What is the next step if you find cam timing is off, if you shouldn’t advance or retard the cam? Why would an adjustable set have the wrong numbers on it? Why haven’t I found one person with an adjustable set report on the ideal advance for a stock magnum 360?
Double roller - yes
Adjustable - god please chime in, thanks.
 
Been trying to make sense of this before I buy a timing set for my 360 magnum. The more I read/watch the less I understand.
What is the next step if you find cam timing is off, if you shouldn’t advance or retard the cam? Why would an adjustable set have the wrong numbers on it? Why haven’t I found one person with an adjustable set report on the ideal advance for a stock magnum 360?
Double roller - yes
Adjustable - god please chime in, thanks.

You degree the cam by measuring the centerline on one of the lobes to check that the camshaft and timing set were made correctly. If it's off, you advance or retard however much is needed to get it to where it should be. Outside of that, intentionally advancing or retarding the camshaft is basically a tuning tool to modify the torque curve.

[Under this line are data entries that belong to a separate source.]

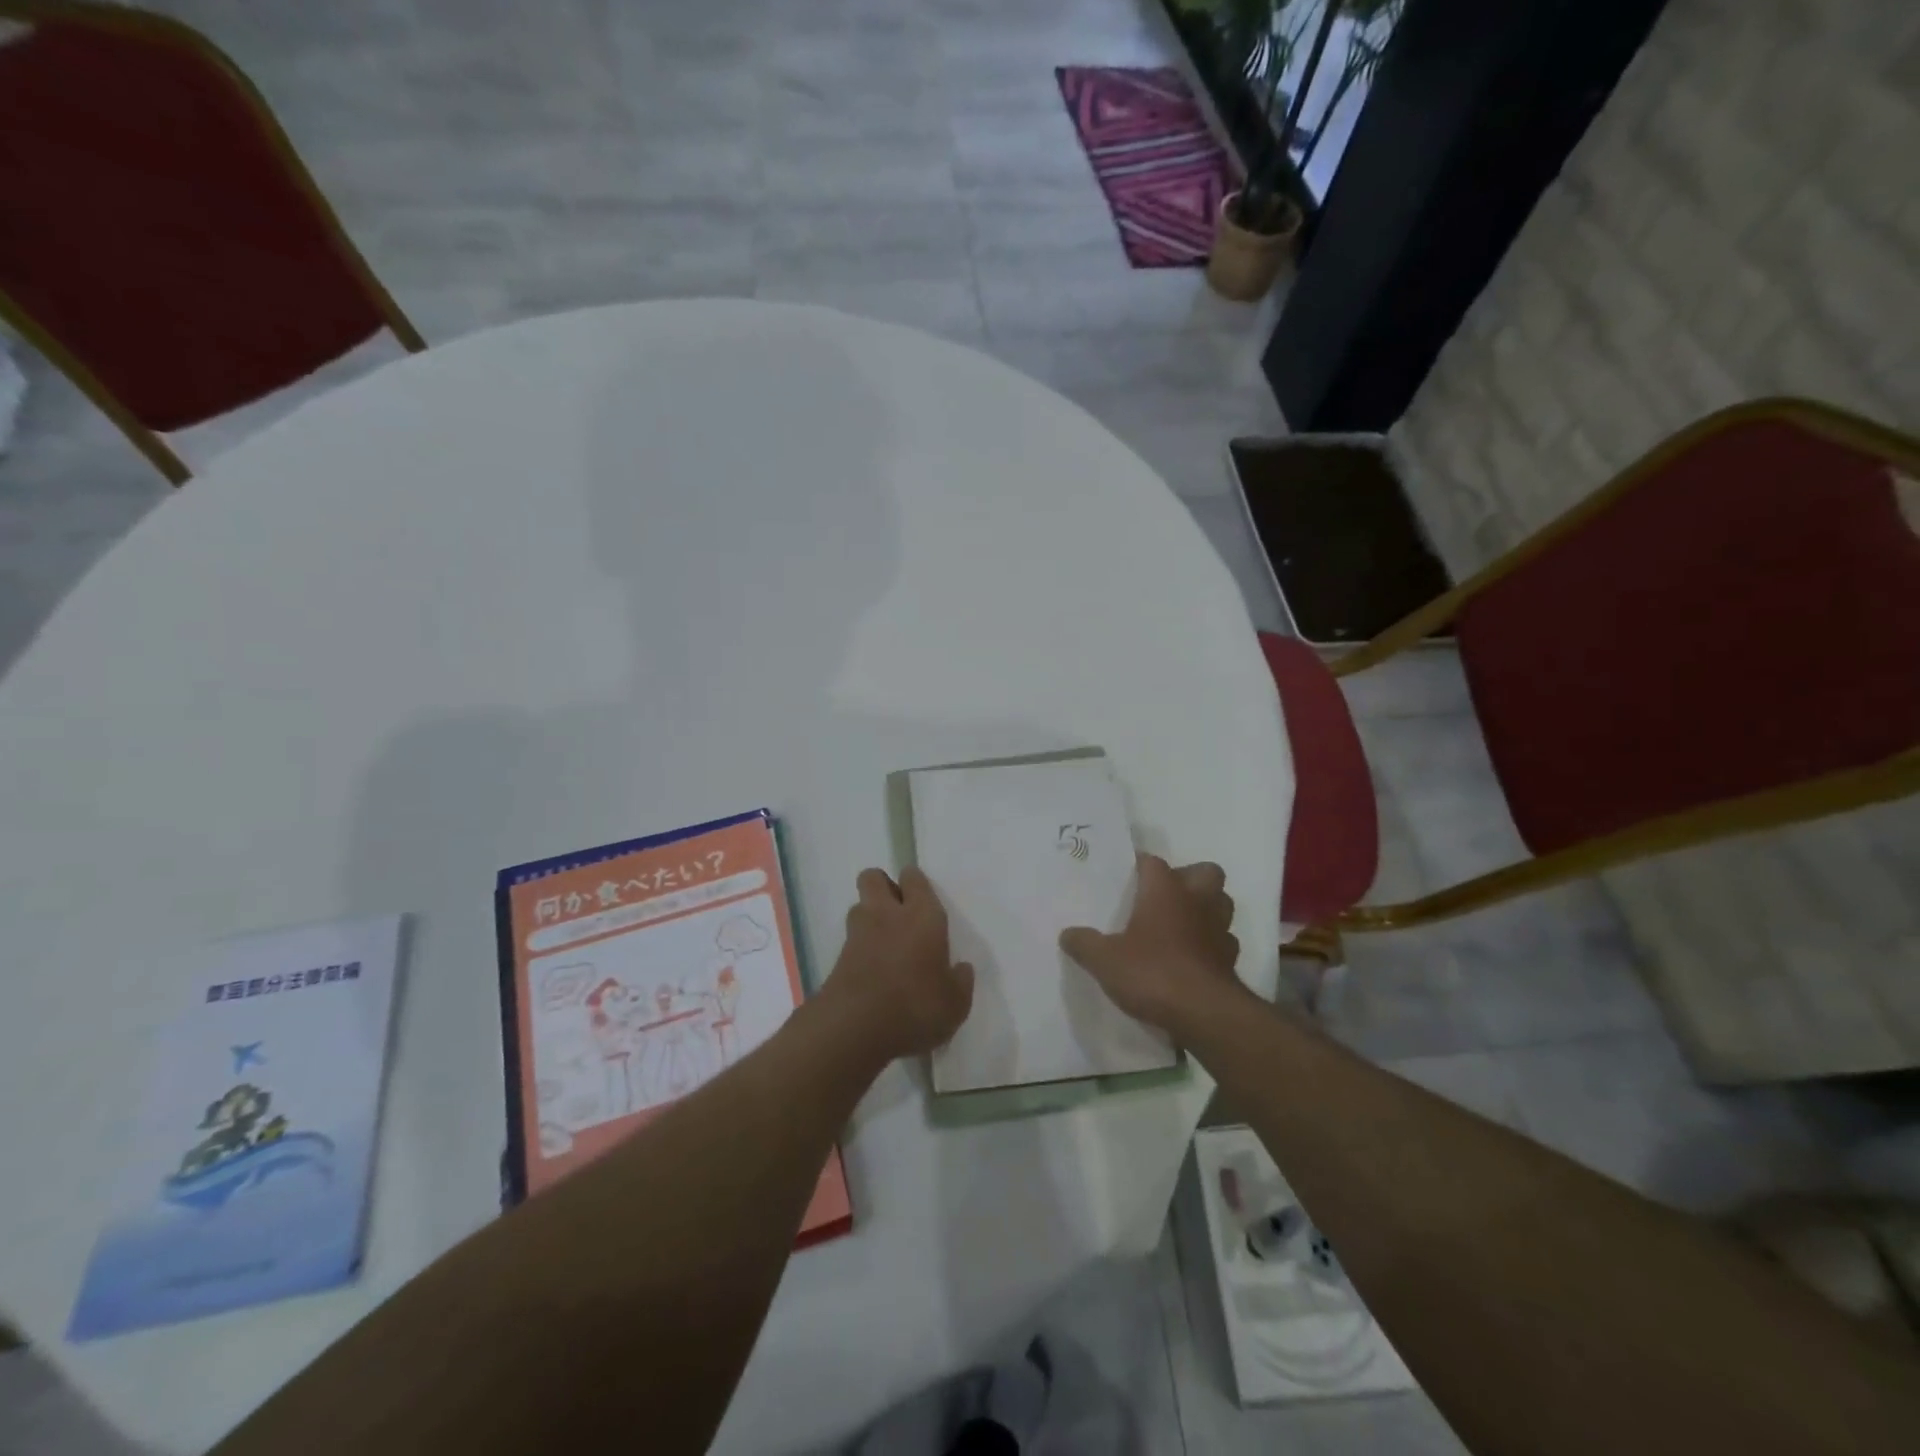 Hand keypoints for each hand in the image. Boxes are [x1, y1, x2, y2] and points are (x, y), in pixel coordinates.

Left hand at [824, 866, 973, 1062]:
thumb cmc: (915, 1008)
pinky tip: (873, 969)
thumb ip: (960, 983)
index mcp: (922, 916)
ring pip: (859, 904)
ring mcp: (858, 933)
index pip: (914, 877)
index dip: (916, 884)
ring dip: (870, 915)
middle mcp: (887, 914)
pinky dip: (860, 945)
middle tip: (900, 913)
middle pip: (874, 877)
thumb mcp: (954, 1005)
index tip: (923, 902)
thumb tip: (961, 969)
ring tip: (885, 942)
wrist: (855, 1028)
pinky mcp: (838, 956)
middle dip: (884, 886)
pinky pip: (850, 937)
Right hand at [1059, 854, 1241, 1036]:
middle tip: (1164, 896)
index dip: (1140, 866)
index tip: (1126, 875)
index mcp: (1165, 890)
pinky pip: (1224, 941)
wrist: (1204, 1014)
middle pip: (1205, 872)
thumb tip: (1067, 934)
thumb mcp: (1104, 960)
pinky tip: (1192, 958)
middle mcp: (1197, 901)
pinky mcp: (1231, 960)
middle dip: (1189, 877)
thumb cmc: (1152, 973)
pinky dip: (1211, 945)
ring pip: (1221, 904)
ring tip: (1180, 924)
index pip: (1153, 862)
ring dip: (1205, 909)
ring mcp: (1219, 930)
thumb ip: (1084, 943)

Btw I changed the timing set and advanced the cam a couple degrees, glad I did it because the old chain was super worn but it didn't make much difference in how it ran from before. Maybe a bit smoother during cruise and extended the redline a few hundred RPM. I found more improvements to the idle/revving issue by playing with the ignition advance and carb tuning. Still not perfect but close enough.
 
In the old days the really only way to get any drivability on the street with the 292/509 was to advance it 6-8*. Everyone installed gears but almost never got a performance stall converter. Kim
I actually have thst cam in my dart sport 360. Runs good. I did advance it some. 3.91's also help it go.
 
I will have mine apart today. If the old chain is way off, I will buy an adjustable set, if not a normal set will go in, straight up. I feel like I’m missing something, and should probably advance it, but people chase me away from both ways, so flip a coin it is. Nothing like flipping a coin and crossing your fingers on a multi thousand dollar engine build.
 
Back in the 70s and 80s my buddy would advance the cam gear 1 tooth on stock non hp engines. Really seemed to perk them up. I’m thinking it was 8* or more. I’m sure someone will do the math. Kim

the guy dave that helpped me build my 360 did the same thing. infact he had just rebuilt a box stock low mileage smog era 440 and put the cam in 1 tooth advanced.. he says its about 10 degreese.. that motor ran awesome.
 
Sounds good to me, and I have definitely heard that many times over the years (advance 1 tooth). Will that apply to my carbureted magnum 360, or will it handicap it? What about 4°? The argument on either side is strong and both make sense…if that makes any sense. My solution to the mystery is get an adjustable set, install it straight up, until I find the truth. Tons of posts, video, experienced 360 guys, and no solid consensus about cam advance on a stock internal 360.
 
I built my 360 magnum stock bottom end and used 4 degrees cam advance with an HEI ignition engine fires off immediately. Set your spark plug gap to .45 to realize the benefit 45,000 volt of hotter spark. The cam advance will increase the cylinders dynamic compression according to David Vizard. I have my initial ignition timing set to 16 degrees at 800 rpm with no issues. According to Vizard the benefits are better power on the low end power with better drivability.
 
I built my 360 magnum stock bottom end and used 4 degrees cam advance with an HEI ignition engine fires off immediately. Set your spark plug gap to .45 to realize the benefit 45,000 volt of hotter spark. The cam advance will increase the cylinders dynamic compression according to David Vizard. I have my initial ignition timing set to 16 degrees at 800 rpm with no issues. According to Vizard the benefits are better power on the low end power with better drivability.
Thanks for the reply! Maybe I’ll use the 4° mark, maybe someone will say don’t. Maybe someone will say if I do, I’ll need to machine the everything, and recalibrate every piece of the engine with machine shop tools.
I’m not at ignition timing yet, but I will be looking to optimize that also since I had to put my tail between my legs with a cam swap.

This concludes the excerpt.